C'è un altro romanzo che si apre in questo modo ed è "I pilastri della
terra" di Ken Follett. "Ispirazione o casualità?" chiede Luca
Crovi. "Mai casualità" risponde la Gijon affermando però che
nonostante avesse letto il romanzo di Follett non si era ispirata a quello. Il
senso della parte iniziale del suo libro si ritrova nell'intento di descrivere
il contrasto tra ricchi e poveri e far capire quanto la violenza fosse
normalizzata in quel secolo. Inserito nelle prime cinque pagine è anche un
altro elemento che impersona la crudezza di quel mondo: la donna che giace
brutalmente morta a terra tra la gente.
Un espediente utilizzato anche per
indirizzare il libro in chiave gialla, pur sempre "parlando di crimini che
veramente potevano accadere in quel tempo".
“1580: Morte a Siviglia” può essere dunque definito come un romanzo storico noir, un
equilibrio tra due generi che l'autrice voleva e ha raggiunto nonché "un esercizio che mi
ha fatta crescere come scrittrice".
Riferendosi a Siviglia, l'autrice la chiama Babilonia. “Perché?” chiede Luca Crovi.

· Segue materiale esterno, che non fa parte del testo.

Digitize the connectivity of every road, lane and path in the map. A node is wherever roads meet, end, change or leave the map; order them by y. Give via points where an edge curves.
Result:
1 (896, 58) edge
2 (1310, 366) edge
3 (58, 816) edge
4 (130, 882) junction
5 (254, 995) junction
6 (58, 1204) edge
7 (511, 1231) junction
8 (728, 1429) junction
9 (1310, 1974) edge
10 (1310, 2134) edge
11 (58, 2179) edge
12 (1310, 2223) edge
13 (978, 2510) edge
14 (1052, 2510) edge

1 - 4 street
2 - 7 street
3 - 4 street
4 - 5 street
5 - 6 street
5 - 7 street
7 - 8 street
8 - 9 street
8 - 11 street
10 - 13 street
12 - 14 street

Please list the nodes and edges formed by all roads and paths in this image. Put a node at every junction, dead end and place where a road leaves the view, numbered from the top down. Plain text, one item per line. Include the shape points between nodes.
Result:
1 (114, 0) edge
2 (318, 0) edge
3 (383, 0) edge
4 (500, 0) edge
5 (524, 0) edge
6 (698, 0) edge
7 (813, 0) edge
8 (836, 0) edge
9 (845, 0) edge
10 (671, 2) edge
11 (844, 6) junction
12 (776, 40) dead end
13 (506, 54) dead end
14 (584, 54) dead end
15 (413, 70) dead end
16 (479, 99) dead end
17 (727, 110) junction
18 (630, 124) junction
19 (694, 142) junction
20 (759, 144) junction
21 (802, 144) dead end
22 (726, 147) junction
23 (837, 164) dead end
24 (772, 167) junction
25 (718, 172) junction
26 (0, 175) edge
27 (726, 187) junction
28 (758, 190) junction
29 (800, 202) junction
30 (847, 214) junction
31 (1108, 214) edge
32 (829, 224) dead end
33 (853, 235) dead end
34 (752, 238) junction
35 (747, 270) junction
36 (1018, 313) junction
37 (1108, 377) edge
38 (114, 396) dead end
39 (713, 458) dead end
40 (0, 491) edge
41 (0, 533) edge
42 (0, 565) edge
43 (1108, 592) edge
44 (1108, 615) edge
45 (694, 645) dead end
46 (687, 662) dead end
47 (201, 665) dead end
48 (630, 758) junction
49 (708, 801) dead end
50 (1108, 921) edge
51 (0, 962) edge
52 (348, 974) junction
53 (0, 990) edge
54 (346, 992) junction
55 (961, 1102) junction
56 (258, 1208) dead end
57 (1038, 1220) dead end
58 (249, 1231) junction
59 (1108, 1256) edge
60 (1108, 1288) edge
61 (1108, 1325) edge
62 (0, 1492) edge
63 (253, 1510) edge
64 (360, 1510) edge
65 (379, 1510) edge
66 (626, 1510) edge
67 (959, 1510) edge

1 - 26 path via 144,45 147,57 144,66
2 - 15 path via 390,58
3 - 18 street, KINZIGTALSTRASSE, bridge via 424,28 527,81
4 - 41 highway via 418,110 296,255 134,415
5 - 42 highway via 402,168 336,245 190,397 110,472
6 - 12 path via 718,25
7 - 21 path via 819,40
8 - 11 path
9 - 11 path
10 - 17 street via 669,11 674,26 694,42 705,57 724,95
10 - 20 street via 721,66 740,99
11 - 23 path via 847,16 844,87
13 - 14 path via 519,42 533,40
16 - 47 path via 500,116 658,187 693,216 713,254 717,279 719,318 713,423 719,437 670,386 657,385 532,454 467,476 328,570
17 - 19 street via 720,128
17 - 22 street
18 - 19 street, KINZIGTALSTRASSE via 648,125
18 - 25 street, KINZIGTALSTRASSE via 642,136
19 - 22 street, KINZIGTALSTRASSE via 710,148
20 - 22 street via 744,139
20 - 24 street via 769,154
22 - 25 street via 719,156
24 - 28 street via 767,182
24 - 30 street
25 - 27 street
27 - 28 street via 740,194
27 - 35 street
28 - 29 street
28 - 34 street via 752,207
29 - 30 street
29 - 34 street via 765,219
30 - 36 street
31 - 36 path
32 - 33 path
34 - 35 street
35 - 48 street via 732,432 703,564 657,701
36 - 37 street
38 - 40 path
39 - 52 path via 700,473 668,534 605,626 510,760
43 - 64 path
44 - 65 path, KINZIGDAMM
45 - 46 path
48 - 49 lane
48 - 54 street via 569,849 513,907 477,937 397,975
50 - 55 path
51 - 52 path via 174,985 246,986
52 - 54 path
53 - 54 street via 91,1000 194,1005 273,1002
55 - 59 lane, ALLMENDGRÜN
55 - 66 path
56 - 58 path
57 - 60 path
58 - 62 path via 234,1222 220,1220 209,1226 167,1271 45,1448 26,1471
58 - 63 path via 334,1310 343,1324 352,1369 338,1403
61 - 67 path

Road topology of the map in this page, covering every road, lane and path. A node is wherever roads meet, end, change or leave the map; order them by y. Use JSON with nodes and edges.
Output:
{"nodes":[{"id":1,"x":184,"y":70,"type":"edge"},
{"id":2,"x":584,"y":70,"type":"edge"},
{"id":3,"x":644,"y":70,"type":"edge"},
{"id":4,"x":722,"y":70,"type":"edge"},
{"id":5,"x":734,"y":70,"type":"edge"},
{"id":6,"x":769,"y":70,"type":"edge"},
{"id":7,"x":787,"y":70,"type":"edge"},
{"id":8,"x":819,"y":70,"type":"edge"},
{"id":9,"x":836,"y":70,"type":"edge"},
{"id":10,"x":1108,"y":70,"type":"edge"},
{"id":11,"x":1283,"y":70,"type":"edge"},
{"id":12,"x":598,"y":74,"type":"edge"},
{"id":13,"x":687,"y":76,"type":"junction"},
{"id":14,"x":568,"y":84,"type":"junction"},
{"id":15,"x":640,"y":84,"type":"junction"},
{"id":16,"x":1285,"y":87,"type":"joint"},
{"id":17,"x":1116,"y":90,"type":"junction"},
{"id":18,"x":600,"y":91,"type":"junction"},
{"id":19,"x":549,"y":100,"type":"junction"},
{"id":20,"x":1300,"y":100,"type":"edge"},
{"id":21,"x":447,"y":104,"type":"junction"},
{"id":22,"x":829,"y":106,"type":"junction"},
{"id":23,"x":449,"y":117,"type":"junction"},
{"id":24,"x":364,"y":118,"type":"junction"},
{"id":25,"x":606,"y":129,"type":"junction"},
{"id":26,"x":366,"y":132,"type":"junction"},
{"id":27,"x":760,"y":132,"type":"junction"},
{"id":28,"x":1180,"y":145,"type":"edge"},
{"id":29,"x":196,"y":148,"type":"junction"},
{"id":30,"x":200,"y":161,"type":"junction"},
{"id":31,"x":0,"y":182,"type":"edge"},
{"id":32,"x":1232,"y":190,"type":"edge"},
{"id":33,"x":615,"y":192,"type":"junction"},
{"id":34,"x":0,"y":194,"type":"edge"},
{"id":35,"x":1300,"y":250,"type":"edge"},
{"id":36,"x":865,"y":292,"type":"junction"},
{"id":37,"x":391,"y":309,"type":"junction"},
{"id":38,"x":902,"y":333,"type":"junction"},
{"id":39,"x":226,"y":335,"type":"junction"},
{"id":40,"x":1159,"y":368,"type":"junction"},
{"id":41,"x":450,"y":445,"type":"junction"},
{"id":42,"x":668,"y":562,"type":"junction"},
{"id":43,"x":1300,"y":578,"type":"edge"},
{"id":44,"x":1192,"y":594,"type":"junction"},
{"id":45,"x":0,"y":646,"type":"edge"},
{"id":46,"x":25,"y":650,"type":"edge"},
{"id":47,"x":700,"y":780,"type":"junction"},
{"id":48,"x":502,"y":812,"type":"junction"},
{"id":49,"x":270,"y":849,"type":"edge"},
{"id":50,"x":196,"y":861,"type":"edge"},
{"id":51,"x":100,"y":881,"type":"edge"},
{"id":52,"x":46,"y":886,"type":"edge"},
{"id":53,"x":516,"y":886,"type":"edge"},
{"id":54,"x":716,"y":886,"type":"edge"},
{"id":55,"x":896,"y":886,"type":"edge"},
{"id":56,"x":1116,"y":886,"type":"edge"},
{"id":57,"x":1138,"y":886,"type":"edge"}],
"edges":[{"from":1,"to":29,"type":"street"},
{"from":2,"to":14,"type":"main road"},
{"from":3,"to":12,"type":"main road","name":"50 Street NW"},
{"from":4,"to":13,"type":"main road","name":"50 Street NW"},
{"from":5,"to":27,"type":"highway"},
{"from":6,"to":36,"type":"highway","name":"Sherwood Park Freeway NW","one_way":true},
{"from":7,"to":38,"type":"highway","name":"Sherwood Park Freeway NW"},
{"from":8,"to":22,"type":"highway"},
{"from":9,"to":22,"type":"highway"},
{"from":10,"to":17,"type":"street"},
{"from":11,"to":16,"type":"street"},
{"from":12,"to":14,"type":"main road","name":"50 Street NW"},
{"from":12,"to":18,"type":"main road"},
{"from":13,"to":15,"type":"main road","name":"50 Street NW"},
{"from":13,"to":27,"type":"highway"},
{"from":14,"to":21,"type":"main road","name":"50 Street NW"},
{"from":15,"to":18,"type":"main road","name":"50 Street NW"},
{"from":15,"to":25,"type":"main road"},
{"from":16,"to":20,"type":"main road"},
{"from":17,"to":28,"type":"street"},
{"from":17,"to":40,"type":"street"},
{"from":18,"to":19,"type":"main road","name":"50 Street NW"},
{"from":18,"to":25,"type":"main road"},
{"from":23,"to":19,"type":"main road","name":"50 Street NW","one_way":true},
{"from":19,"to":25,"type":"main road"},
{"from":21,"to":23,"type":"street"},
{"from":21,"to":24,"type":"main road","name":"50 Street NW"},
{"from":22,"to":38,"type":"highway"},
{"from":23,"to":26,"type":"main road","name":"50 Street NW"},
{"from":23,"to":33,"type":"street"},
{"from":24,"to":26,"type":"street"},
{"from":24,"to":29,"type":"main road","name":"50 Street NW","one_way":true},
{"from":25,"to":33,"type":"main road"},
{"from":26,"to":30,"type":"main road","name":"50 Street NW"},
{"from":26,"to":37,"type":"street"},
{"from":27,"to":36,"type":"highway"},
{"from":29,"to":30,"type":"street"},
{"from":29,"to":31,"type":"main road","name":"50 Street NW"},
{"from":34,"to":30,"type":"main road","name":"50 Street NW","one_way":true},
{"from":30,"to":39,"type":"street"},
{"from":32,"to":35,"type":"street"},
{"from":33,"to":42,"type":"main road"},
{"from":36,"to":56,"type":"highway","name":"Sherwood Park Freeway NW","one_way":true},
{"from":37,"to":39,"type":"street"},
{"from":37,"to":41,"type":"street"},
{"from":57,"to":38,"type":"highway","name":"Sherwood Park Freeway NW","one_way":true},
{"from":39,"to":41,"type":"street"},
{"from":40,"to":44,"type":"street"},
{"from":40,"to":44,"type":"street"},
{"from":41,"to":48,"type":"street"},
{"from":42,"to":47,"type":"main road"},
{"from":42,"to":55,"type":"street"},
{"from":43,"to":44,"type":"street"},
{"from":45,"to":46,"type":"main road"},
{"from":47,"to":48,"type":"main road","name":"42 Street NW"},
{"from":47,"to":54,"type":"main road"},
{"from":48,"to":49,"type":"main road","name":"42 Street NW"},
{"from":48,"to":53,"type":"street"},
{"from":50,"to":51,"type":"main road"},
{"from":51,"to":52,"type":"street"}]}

Era così che veniva soprannominata
la città di Siviglia. Città lussuosa, cresciuta nelle ultime decadi e “porta
d’entrata e d’uscita per le navi che portavano alle Indie”, la capitale
Andalusa rappresentava la speranza per tutti coloro che sulle rive del fiume
Guadalquivir si accampavano in attesa di un posto per emigrare.
La grande
Babilonia: Siviglia con la sua Torre del Oro illuminata dai raggi del
sole era un faro in mezzo alla crisi di quel tempo. Nonostante tale fascino
sopravvivi ancora nel tempo e aleggi tra le strade accaldante di una Siviglia
moderna, la Guijon ha voluto documentarsi su tutto prima di iniziare a
scrivere. Uno studio durato due mesi e mezzo in cui la scrittrice “ha letto
tantissimo tutti i testi d’epoca” fino ad interiorizzare quello stile di vita
così vicino eppure lontano.
“Mi sono ritrovata all’una di notte a leggere
saggi, lì ho capito che avevo un’ossessione”. Ma da che tempo e tempo, è
l’ossessione il motore che muove i grandi progetti.
Prima di essere pronta, “ho studiato finché non ho riconosciuto la mia voce
utilizzata anche nei miei altri libri ma del sedicesimo secolo. È così mi sono
sentita catapultata in un viaggio nel tempo”. Un mondo nuovo già passato che
l’autrice ha voluto condividere con i suoi lettori. Un modo anche di “inserire
nella narrazione un’indagine libera e sociale su quello che a me preoccupa
della società”.
Susana Martin Gijon per la prima volta in Italia. “1580: Morte a Siviglia”,
le prime copie autografate al Festival del Giallo città di Napoli.